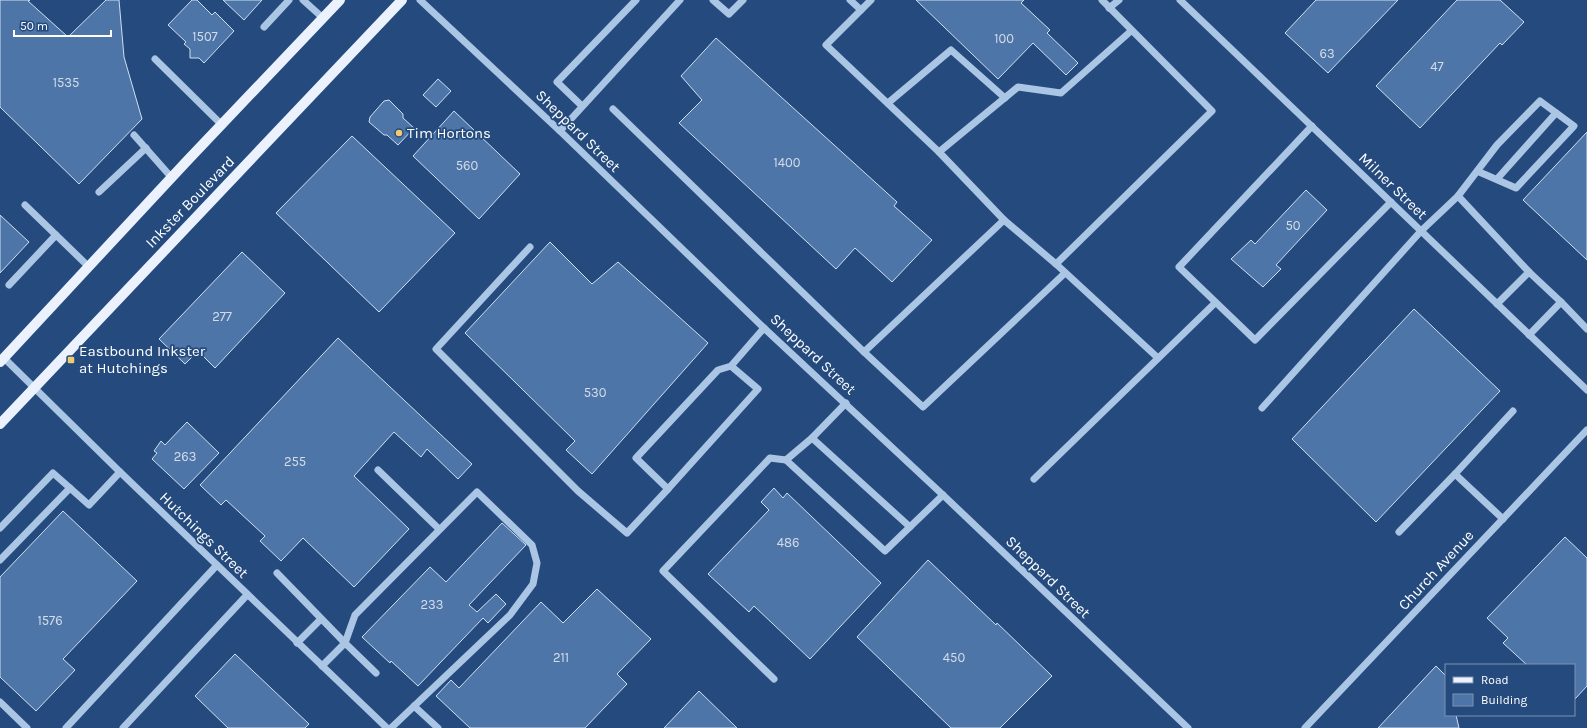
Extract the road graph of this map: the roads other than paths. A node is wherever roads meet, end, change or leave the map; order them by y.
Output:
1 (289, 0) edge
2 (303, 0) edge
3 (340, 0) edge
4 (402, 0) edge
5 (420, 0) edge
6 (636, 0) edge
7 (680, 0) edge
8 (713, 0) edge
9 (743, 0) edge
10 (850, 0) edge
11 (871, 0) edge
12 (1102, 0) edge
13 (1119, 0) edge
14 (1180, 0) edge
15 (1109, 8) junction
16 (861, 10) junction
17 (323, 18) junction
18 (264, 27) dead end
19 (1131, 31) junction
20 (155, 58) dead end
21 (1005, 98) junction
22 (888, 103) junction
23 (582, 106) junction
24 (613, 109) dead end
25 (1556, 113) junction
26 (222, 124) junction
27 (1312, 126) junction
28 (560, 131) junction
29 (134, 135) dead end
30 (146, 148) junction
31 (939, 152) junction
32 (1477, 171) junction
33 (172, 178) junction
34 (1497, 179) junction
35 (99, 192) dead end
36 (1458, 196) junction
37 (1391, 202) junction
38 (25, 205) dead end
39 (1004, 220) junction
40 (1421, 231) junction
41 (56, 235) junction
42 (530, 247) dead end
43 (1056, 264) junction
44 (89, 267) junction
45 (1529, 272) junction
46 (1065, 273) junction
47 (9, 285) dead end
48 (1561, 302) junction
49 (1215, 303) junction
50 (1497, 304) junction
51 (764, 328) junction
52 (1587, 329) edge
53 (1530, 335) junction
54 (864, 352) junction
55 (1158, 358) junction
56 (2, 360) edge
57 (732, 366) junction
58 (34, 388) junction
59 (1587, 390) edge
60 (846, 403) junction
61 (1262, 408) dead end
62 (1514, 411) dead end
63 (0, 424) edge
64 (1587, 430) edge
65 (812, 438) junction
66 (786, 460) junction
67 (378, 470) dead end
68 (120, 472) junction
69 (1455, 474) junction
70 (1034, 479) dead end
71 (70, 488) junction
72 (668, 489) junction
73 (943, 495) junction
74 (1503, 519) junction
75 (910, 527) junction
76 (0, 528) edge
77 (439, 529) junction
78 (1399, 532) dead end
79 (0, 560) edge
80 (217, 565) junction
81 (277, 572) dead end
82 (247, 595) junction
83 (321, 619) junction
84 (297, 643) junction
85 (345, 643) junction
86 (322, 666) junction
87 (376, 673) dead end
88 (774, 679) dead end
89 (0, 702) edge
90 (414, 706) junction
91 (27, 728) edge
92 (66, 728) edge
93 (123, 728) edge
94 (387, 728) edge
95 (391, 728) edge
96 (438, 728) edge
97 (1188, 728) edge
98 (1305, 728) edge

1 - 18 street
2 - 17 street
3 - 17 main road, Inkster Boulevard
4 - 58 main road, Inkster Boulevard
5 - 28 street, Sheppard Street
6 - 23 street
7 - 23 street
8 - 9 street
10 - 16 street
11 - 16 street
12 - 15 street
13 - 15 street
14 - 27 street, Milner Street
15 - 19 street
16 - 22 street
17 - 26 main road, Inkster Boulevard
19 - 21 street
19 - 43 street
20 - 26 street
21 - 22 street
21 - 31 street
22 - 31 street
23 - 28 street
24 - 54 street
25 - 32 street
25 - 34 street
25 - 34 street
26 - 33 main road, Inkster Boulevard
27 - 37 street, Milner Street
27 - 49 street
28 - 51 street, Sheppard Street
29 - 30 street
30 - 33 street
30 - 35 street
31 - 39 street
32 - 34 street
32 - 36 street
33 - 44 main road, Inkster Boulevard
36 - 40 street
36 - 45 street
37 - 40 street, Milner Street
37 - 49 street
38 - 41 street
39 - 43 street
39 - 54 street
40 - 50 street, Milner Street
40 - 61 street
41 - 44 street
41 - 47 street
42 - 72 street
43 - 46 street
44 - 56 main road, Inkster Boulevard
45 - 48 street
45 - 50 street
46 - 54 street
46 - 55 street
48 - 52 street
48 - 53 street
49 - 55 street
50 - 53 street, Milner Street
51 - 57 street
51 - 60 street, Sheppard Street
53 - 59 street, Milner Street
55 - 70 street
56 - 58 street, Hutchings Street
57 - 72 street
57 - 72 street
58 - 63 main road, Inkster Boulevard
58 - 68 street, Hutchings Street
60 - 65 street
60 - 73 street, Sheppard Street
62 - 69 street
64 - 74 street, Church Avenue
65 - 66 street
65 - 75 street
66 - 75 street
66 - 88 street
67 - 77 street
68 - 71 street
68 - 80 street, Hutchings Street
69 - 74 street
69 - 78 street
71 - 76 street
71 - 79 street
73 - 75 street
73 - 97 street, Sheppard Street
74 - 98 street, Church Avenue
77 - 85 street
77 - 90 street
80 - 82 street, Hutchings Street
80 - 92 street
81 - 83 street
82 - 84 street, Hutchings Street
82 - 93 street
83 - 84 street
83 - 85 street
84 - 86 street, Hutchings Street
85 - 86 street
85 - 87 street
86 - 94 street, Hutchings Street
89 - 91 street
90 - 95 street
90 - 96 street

________________________________________

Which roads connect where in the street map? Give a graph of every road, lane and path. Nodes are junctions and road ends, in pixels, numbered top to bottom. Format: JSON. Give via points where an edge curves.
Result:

________________________________________

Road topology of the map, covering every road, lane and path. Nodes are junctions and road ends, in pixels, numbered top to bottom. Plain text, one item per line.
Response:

________________________________________

_Directions for this task_
Throughout the material above, find every line holding "roads" and copy it.

_Solution for this task_
Extract the road graph of this map: the roads other than paths. A node is wherever roads meet, end, change or leave the map; order them by y.
Which roads connect where in the street map? Give a graph of every road, lane and path. Nodes are junctions and road ends, in pixels, numbered top to bottom. Format: JSON. Give via points where an edge curves.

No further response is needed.